— Your goal —
Print the data exactly as it is given, please.

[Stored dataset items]
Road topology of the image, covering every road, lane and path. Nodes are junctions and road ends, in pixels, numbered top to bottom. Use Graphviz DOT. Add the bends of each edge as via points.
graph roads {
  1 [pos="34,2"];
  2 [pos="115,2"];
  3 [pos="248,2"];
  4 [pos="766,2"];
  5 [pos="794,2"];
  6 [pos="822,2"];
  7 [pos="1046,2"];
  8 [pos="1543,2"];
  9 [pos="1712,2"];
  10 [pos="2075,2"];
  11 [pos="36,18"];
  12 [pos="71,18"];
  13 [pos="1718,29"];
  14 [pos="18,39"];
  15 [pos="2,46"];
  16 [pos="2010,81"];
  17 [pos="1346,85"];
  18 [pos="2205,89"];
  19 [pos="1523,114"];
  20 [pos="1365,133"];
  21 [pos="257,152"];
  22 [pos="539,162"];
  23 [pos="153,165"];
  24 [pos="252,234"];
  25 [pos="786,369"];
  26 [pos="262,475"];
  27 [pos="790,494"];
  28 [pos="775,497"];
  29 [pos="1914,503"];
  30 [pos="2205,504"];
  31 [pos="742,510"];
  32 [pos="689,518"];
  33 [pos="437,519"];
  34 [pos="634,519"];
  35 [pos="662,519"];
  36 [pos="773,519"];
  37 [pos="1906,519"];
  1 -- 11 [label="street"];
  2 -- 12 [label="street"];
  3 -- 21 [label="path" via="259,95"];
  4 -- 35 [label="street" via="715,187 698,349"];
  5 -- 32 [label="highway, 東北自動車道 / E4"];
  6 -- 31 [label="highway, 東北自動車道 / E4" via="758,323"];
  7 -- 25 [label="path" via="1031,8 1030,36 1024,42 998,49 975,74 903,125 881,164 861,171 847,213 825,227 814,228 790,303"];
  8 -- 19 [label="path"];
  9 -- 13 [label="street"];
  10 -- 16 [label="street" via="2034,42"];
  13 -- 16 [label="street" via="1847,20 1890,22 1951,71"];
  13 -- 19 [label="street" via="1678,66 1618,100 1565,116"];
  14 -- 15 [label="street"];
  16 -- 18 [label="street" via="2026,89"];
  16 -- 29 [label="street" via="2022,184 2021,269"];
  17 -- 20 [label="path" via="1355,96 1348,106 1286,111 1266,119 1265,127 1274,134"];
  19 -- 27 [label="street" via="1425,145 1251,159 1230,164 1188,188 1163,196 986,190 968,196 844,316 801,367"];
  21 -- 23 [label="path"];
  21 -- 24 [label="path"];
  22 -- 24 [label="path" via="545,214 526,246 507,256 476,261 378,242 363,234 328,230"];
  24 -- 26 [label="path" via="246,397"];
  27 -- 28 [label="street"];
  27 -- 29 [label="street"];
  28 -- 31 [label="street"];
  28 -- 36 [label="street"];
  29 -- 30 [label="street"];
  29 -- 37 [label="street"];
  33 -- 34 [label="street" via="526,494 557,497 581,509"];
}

— Answer for the task —
Road topology of the image, covering every road, lane and path. Nodes are junctions and road ends, in pixels, numbered top to bottom. Use Graphviz DOT. Add the bends of each edge as via points.
graph roads {
  1 [pos="34,2"];
  2 [pos="115,2"];
  3 [pos="248,2"];
  4 [pos="766,2"];
  5 [pos="794,2"];
  6 [pos="822,2"];
  7 [pos="1046,2"];
  8 [pos="1543,2"];
  9 [pos="1712,2"];
  10 [pos="2075,2"];
  11 [pos="36,18"];
  12 [pos="71,18"];
  13 [pos="1718,29"];
  14 [pos="18,39"];
  15 [pos="2,46"];
  16 [pos="2010,81"];
  17 [pos="1346,85"];
  18 [pos="2205,89"];
  19 [pos="1523,114"];
  20 [pos="1365,133"];
  21 [pos="257,152"];
  22 [pos="539,162"];
  23 [pos="153,165"];
  24 [pos="252,234"];
  25 [pos="786,369"];
  26 [pos="262,475"];
  27 [pos="790,494"];
  28 [pos="775,497"];
  29 [pos="1914,503"];
  30 [pos="2205,504"];
  31 [pos="742,510"];
  32 [pos="689,518"];
  33 [pos="437,519"];
  34 [pos="634,519"];
  35 [pos="662,519"];
  36 [pos="773,519"];
  37 [pos="1906,519"];
  1 -- 11 [label="street"];
  2 -- 12 [label="street"];
  3 -- 21 [label="path" via="259,95"];
  4 -- 35 [label="street" via="715,187 698,349"];
  5 -- 32 [label="highway, 東北自動車道 / E4"];
  6 -- 31 [label="highway, 東北自動車道 / E4" via="758,323"];
  7 -- 25 [label="path" via="1031,8 1030,36 1024,42 998,49 975,74 903,125 881,164 861,171 847,213 825,227 814,228 790,303"];
  8 -- 19 [label="path"];
  9 -- 13 [label="street"];
  10 -- 16 [label="street" via="2034,42"];
  13 -- 16 [label="street" via="1847,20 1890,22 1951,71"];
  13 -- 19 [label="street" via="1678,66 1618,100 1565,116"];
  14 -- 15 [label="street"];
  16 -- 18 [label="street" via="2026,89"];
  16 -- 29 [label="street" via="2022,184 2021,269"];
  17 -- 20 [label="path" via="1355,96 1348,106 1286,111 1266,119 1265,127 1274,134"];
  19 -- 27 [label="street" via="1425,145 1251,159 1230,164 1188,188 1163,196 986,190 968,196 844,316 801,367"];
  21 -- 23 [label="path"];
  21 -- 24 [label="path"];
  22 -- 24 [label="path" via="545,214 526,246 507,256 476,261 378,242 363,234 328,230"];
  24 -- 26 [label="path" via="246,397"];
  27 -- 28 [label="street"];
  27 -- 29 [label="street"];
  28 -- 31 [label="street"];
  28 -- 36 [label="street"];
  29 -- 30 [label="street"];
  29 -- 37 [label="street"];
  33 -- 34 [label="street" via="526,494 557,497 581,509"];
}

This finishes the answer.